## Description of the task
Go through the records that follow and tally the lines with "played" in them; answer with the number alone.
(Beginning of Data shown)
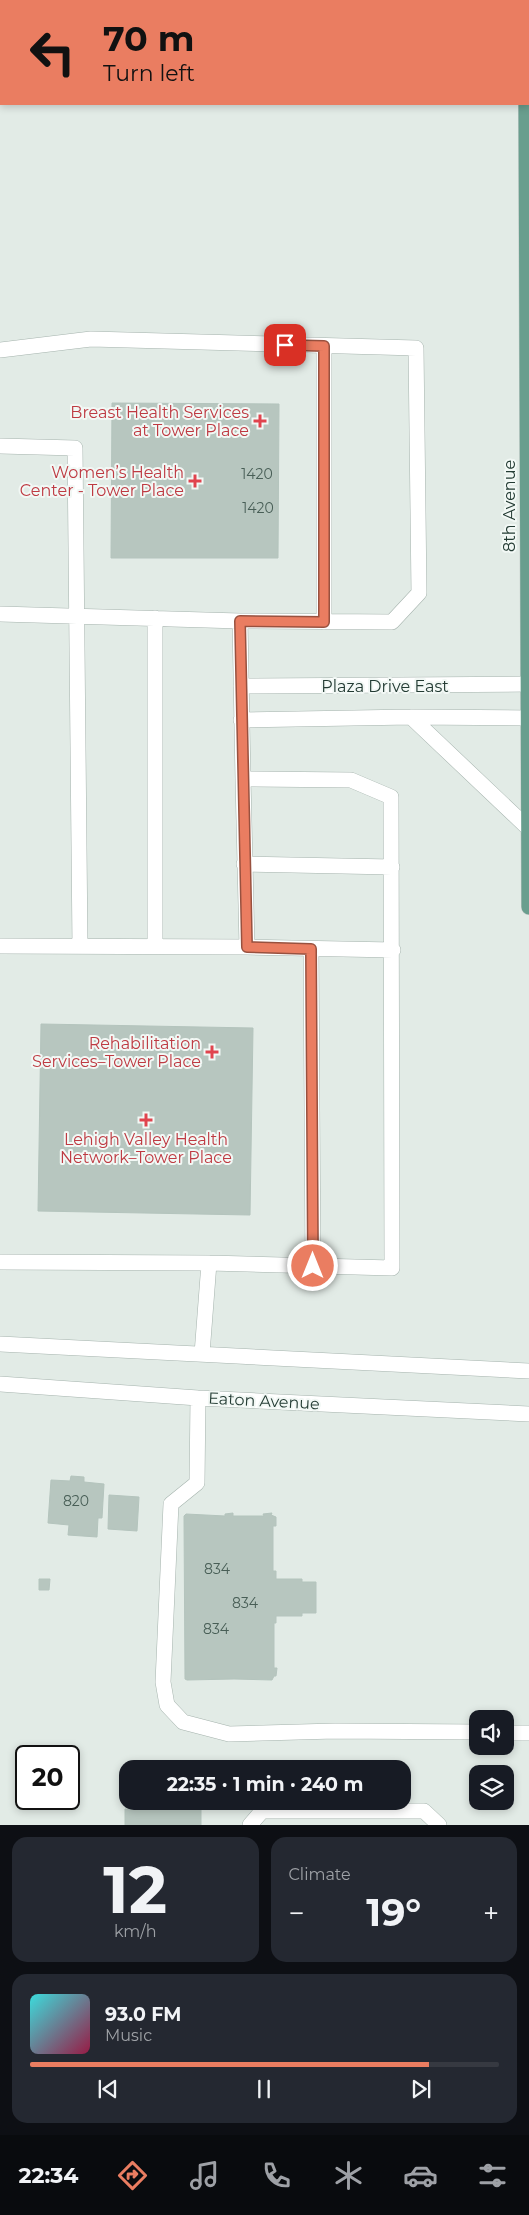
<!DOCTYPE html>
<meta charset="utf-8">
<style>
body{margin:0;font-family:Montserrat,sans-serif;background:#242831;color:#f1f3f6;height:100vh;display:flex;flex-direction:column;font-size:19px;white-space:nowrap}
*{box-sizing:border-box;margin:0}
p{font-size:16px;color:#9ea1a6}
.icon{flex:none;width:28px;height:28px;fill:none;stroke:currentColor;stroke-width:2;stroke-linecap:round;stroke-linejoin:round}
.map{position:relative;height:1825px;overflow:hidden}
.drawer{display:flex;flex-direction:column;gap:12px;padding:12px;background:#0d0f14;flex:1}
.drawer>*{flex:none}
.top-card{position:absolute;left:0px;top:0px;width:530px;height:105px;box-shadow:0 2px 8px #0003;background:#ea7d61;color:#111;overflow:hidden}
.tools{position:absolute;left:469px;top:1710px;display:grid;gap:10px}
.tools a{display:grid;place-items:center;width:45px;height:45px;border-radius:10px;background:#171b24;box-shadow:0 2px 8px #0003;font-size:25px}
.speed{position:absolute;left:15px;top:1745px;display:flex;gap:10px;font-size:25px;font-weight:700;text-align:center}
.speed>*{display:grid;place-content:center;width:65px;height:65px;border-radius:50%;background:#171b24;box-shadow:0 2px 8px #0003;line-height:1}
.speed .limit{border:2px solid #111;border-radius:8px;background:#fff;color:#111}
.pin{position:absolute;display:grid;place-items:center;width:42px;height:42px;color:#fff;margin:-21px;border-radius:10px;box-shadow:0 2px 8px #0006}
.me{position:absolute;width:55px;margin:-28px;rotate:0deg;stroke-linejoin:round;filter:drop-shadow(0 0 4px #0008)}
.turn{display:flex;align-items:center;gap:18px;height:105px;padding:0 20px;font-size:22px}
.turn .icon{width:65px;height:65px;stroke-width:2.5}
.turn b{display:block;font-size:35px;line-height:42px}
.big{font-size:38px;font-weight:700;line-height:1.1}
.drawer .tile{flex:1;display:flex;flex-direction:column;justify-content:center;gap:8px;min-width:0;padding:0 18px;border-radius:15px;background:#242831}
.drawer .dial{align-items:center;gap:0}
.dial b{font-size:65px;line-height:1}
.song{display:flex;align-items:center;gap:15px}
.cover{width:60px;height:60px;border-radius:8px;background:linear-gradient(135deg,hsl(180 70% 55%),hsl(340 70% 35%))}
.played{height:5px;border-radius:2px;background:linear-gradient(90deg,#ea7d61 85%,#363941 85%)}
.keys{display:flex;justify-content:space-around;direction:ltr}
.heat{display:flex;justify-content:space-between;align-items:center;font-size:28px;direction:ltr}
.drawer .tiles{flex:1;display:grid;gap:12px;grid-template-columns:1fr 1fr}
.tile:last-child{grid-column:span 2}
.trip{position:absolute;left:119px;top:1760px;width:292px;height:50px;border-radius:15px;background:#171b24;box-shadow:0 2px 8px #0003;font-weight:700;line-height:50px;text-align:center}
.menu{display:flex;height:80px;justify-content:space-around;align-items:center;background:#090b0e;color:#9ea1a6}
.menu .icon{width:35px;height:35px}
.menu .on{color:#ea7d61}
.menu b{font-size:22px;color:#f1f3f6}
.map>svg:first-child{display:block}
</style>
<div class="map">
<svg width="529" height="1825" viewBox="0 0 529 1825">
<rect width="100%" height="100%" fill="#e2ebe6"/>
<path fill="#b7c6bf" stroke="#b4c4bd" d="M 112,403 L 279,404 L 278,558 L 111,558 Z
M 41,1024 L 253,1028 L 250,1215 L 38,1211 Z
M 71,1476 L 84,1477 L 84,1482 L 104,1484 L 102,1518 L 98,1518 L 97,1537 L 68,1535 L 69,1525 L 48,1523 L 51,1480 L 70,1481 Z
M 109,1495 L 139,1497 L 137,1531 L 108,1529 Z
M 233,1513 L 233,1516 L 264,1516 L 263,1514 L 272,1513 L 271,1515 L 276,1517 L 276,1526 L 273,1526 L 273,1571 L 276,1571 L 276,1579 L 302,1579 L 302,1582 L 316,1582 L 316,1613 L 302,1613 L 302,1616 L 276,1616 L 276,1623 L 274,1623 L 274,1668 L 277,1668 L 276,1676 L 274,1676 L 272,1680 L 234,1679 L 187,1680 L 185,1679 L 184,1516 L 186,1514 L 225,1516 L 225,1514 Z
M 39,1579 L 50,1579 L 49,1590 L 39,1590 Z
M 125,1809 L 201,1809 L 201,1825 L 125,1825 Z"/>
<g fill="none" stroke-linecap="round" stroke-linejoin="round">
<defs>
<path id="minor" d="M 0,350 L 91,339 L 416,348 L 419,593 L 392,622 L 240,621 L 0,614
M 0,446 L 75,448 L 80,946
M 155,618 L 155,946
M 240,621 L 243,779
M 324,622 L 324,346
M 241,686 L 529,684
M 411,717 L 528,828
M 241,720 L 411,717 L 529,718
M 244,864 L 392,867
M 0,946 L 247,947 L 243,779 L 351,780 L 391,797 L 392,1268 L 209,1263 L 0,1262
M 247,947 L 393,950
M 311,949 L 313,1266
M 0,1344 L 529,1371
M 202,1354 L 209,1263
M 0,1384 L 198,1398 L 529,1414
M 198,1398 L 197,1483 L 171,1504 L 163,1682 L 167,1705 L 183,1722 L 229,1734 L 335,1731 L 478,1732
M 505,1733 L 529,1733
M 250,1825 L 262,1811 L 424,1811 L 439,1825"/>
<path id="major" d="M 526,1 L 526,0
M 526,104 L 529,907"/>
</defs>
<use href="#minor" stroke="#a5b3ad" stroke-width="16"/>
<use href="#major" stroke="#c1c8c6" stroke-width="16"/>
<use href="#minor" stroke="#fff" stroke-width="15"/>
<use href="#major" stroke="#699e8e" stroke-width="15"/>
</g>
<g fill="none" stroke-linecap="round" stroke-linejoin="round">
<defs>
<path id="route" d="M 285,345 L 324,346 L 324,622 L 240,621 L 247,947 L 311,949 L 313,1266"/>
</defs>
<use href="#route" stroke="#98513f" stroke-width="12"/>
<use href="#route" stroke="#ea7d61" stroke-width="9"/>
</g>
<g fill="#e0444e" stroke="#f2f8f5" stroke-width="2">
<path d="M257.5 413.5h5v5h5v5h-5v5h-5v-5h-5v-5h5z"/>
<path d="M192.5 473.5h5v5h5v5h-5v5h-5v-5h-5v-5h5z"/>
<path d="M209.5 1044.5h5v5h5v5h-5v5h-5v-5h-5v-5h5z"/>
<path d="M143.5 1112.5h5v5h5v5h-5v5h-5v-5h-5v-5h5z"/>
</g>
<g text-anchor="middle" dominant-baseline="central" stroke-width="4" stroke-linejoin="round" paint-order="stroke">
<g font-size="14" fill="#485e56">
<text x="257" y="474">1420</text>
<text x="258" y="508">1420</text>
<text x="76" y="1501">820</text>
<text x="217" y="1569">834</text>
<text x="245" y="1603">834</text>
<text x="216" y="1629">834</text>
</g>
<g font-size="16" fill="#be3a42" stroke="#f2f8f5" text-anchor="end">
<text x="249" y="412">Breast Health Services<tspan x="249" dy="18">at Tower Place</tspan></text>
<text x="184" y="472">Women’s Health<tspan x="184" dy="18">Center - Tower Place</tspan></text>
<text x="201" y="1043">Rehabilitation<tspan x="201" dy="18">Services–Tower Place</tspan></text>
<text x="146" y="1139" text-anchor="middle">Lehigh Valley Health<tspan x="146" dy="18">Network–Tower Place</tspan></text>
</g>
<g font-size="16" fill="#233b33" stroke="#f2f8f5">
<text transform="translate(509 506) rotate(-90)">8th Avenue</text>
<text x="385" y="686">Plaza Drive East</text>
<text transform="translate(264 1401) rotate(3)">Eaton Avenue</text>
</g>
</g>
</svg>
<div class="tools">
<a><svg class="icon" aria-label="sound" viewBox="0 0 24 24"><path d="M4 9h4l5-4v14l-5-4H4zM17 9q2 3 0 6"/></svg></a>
<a><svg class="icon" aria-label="layers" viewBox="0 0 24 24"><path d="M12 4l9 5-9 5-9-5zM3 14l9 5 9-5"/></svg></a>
</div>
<div class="speed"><div class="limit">20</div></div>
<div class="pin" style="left:285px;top:345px;background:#d93025"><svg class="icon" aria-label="arrive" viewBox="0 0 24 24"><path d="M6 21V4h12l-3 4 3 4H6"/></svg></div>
<svg class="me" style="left:313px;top:1266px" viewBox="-20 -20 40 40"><circle r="17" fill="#ea7d61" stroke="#fff" stroke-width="3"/><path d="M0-11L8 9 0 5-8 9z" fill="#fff"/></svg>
<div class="trip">22:35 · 1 min · 240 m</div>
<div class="top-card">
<div class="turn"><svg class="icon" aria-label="left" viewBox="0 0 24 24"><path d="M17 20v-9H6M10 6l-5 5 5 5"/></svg><div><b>70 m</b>Turn left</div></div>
</div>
</div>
<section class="drawer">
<div class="tiles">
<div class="tile dial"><b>12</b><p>km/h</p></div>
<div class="tile"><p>Climate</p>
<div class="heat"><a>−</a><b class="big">19°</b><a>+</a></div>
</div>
<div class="tile">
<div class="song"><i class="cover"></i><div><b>93.0 FM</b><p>Music</p></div></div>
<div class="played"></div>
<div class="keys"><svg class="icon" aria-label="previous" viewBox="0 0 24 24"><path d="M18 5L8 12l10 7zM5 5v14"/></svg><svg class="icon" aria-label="pause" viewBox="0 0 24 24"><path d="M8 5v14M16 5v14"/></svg><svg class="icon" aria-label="next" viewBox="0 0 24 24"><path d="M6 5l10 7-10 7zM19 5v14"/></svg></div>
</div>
</div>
</section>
<nav class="menu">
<b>22:34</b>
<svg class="icon on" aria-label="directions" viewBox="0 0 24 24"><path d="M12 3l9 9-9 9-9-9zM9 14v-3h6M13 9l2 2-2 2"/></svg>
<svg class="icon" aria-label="music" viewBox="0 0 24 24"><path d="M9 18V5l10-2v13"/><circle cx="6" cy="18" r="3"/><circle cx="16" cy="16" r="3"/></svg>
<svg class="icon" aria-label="phone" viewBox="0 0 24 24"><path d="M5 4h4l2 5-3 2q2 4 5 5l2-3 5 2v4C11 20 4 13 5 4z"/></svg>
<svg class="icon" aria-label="climate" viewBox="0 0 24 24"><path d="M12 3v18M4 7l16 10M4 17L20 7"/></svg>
<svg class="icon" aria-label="car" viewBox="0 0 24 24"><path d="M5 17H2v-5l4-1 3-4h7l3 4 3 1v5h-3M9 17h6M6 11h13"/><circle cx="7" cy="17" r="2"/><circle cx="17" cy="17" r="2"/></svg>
<svg class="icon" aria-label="filters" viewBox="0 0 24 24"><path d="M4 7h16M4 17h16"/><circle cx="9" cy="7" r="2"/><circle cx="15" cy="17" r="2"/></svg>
</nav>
(End of Data shown)
## Solution to this problem
2